- [Task to complete]: Pick each line containing the word "function" out of the data below.

[[ Study material, beginning ]]

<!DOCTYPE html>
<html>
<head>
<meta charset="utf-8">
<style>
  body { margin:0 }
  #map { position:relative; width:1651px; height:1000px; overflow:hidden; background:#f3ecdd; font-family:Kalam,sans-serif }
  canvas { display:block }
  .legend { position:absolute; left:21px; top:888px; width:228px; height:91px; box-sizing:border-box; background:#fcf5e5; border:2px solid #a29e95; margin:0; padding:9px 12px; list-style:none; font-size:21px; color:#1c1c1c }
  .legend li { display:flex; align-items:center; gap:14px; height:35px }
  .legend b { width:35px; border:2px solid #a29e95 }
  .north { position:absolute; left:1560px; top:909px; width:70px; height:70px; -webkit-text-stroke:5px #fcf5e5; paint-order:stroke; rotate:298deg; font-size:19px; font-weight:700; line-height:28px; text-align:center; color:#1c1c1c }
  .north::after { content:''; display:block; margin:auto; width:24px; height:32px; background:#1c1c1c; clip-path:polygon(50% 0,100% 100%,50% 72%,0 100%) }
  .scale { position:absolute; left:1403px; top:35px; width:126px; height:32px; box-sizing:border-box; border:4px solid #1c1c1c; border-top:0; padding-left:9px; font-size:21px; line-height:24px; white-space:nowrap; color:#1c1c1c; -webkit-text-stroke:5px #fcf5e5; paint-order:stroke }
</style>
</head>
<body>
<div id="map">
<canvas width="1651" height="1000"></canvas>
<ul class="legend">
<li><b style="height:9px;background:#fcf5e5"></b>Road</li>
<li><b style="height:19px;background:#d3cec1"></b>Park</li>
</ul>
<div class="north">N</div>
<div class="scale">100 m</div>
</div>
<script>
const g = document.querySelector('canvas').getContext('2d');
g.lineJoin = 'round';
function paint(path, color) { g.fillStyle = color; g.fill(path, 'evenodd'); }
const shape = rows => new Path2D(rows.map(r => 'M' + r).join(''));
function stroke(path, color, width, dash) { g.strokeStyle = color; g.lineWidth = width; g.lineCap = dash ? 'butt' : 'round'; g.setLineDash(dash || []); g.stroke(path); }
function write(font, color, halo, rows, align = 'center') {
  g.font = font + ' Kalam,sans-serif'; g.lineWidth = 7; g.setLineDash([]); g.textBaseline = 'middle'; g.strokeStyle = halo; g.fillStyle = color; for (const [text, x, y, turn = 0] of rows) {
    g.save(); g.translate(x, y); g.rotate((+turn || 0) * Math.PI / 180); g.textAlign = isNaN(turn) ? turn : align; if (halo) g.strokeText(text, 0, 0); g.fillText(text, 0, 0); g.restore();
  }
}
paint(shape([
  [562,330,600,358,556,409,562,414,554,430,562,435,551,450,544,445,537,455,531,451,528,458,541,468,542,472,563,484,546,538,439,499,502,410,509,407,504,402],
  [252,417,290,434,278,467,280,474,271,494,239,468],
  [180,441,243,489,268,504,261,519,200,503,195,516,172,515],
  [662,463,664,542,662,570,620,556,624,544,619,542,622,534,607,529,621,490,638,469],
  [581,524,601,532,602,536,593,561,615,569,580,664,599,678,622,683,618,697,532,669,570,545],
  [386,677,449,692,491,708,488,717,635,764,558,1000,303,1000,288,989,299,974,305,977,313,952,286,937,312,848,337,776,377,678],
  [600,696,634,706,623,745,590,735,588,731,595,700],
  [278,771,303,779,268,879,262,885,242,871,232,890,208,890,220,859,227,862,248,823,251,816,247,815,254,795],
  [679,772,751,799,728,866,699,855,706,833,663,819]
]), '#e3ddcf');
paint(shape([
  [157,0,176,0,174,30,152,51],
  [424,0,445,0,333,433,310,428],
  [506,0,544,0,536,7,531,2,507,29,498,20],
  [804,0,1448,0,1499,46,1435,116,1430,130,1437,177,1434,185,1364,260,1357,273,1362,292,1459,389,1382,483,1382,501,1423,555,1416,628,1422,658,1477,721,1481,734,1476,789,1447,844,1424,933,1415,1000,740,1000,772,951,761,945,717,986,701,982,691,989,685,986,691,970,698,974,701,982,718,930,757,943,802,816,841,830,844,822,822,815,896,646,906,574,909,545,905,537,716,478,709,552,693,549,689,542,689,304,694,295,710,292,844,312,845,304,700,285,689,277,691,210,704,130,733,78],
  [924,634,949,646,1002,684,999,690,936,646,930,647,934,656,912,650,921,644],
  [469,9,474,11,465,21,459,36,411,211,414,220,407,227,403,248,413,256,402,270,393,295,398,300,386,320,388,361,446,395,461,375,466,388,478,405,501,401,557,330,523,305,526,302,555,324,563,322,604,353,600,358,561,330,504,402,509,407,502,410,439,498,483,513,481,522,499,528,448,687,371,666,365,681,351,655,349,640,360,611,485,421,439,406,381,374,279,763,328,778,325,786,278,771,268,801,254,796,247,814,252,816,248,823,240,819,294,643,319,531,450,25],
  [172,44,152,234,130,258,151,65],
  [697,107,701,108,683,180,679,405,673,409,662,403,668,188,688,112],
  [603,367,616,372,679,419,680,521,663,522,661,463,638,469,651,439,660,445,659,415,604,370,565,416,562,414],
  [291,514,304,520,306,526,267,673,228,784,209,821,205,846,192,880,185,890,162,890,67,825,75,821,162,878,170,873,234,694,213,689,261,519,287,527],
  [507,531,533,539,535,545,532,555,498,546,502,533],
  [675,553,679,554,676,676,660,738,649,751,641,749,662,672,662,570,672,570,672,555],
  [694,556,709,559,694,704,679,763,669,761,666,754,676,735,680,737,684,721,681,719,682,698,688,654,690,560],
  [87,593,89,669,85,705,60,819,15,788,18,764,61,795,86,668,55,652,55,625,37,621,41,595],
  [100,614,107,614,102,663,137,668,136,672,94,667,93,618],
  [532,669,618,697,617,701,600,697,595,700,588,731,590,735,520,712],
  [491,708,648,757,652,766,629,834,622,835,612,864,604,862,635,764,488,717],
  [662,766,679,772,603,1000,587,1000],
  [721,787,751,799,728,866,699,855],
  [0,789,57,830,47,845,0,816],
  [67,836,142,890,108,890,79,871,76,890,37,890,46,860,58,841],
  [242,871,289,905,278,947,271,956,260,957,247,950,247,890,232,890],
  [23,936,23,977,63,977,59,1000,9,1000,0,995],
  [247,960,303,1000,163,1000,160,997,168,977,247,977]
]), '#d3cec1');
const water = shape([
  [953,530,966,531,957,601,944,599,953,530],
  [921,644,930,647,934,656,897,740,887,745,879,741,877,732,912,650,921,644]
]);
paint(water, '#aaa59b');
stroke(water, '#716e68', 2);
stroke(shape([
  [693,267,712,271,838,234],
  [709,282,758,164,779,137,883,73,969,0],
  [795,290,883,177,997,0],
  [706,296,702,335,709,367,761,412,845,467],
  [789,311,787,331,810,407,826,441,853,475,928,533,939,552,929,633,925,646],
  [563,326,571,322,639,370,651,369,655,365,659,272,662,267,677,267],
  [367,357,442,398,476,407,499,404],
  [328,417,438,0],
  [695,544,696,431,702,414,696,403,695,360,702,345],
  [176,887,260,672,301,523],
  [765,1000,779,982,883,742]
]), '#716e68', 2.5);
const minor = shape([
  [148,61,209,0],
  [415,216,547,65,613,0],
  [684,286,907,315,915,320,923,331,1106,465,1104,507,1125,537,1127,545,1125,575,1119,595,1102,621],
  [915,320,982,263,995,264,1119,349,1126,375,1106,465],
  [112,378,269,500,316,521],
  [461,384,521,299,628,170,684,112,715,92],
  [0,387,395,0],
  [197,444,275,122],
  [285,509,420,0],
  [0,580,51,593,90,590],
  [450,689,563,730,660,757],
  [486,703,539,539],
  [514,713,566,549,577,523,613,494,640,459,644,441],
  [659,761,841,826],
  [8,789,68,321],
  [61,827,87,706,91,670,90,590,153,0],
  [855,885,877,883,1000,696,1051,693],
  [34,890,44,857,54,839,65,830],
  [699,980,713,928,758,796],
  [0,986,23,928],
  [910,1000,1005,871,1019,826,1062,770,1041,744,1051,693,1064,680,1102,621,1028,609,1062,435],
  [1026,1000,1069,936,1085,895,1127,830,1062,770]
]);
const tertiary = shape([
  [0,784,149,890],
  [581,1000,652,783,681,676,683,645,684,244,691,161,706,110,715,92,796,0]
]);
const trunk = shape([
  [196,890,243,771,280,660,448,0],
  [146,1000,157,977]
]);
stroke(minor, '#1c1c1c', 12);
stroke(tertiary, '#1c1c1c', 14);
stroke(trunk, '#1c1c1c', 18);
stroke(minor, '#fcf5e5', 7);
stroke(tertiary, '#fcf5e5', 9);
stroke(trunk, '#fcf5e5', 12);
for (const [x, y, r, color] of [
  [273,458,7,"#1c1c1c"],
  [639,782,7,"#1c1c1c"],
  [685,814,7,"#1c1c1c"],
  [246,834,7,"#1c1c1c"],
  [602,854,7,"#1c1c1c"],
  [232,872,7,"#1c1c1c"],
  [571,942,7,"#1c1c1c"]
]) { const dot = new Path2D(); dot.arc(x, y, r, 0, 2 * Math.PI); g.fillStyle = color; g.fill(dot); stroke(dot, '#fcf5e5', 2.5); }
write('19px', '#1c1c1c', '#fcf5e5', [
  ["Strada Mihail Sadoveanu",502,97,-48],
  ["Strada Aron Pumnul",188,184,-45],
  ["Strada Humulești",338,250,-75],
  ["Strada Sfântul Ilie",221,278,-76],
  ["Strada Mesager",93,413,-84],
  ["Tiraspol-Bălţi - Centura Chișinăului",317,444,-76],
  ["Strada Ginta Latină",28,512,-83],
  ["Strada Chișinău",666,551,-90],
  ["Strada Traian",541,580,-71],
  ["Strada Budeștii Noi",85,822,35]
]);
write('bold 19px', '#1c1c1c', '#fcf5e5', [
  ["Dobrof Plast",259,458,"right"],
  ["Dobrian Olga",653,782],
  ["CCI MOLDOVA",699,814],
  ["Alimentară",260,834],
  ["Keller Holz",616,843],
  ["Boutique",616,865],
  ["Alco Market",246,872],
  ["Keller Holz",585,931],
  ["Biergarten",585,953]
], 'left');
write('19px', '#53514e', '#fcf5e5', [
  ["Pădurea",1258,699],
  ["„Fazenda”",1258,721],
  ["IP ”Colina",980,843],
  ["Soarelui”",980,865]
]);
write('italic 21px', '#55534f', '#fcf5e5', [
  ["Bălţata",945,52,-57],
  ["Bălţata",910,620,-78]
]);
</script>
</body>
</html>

[[ Study material, end ]]

- [Written response]:
function paint(path, color) { g.fillStyle = color; g.fill(path, 'evenodd'); }
function stroke(path, color, width, dash) { g.strokeStyle = color; g.lineWidth = width; g.lineCap = dash ? 'butt' : 'round'; g.setLineDash(dash || []); g.stroke(path); }
function write(font, color, halo, rows, align = 'center') {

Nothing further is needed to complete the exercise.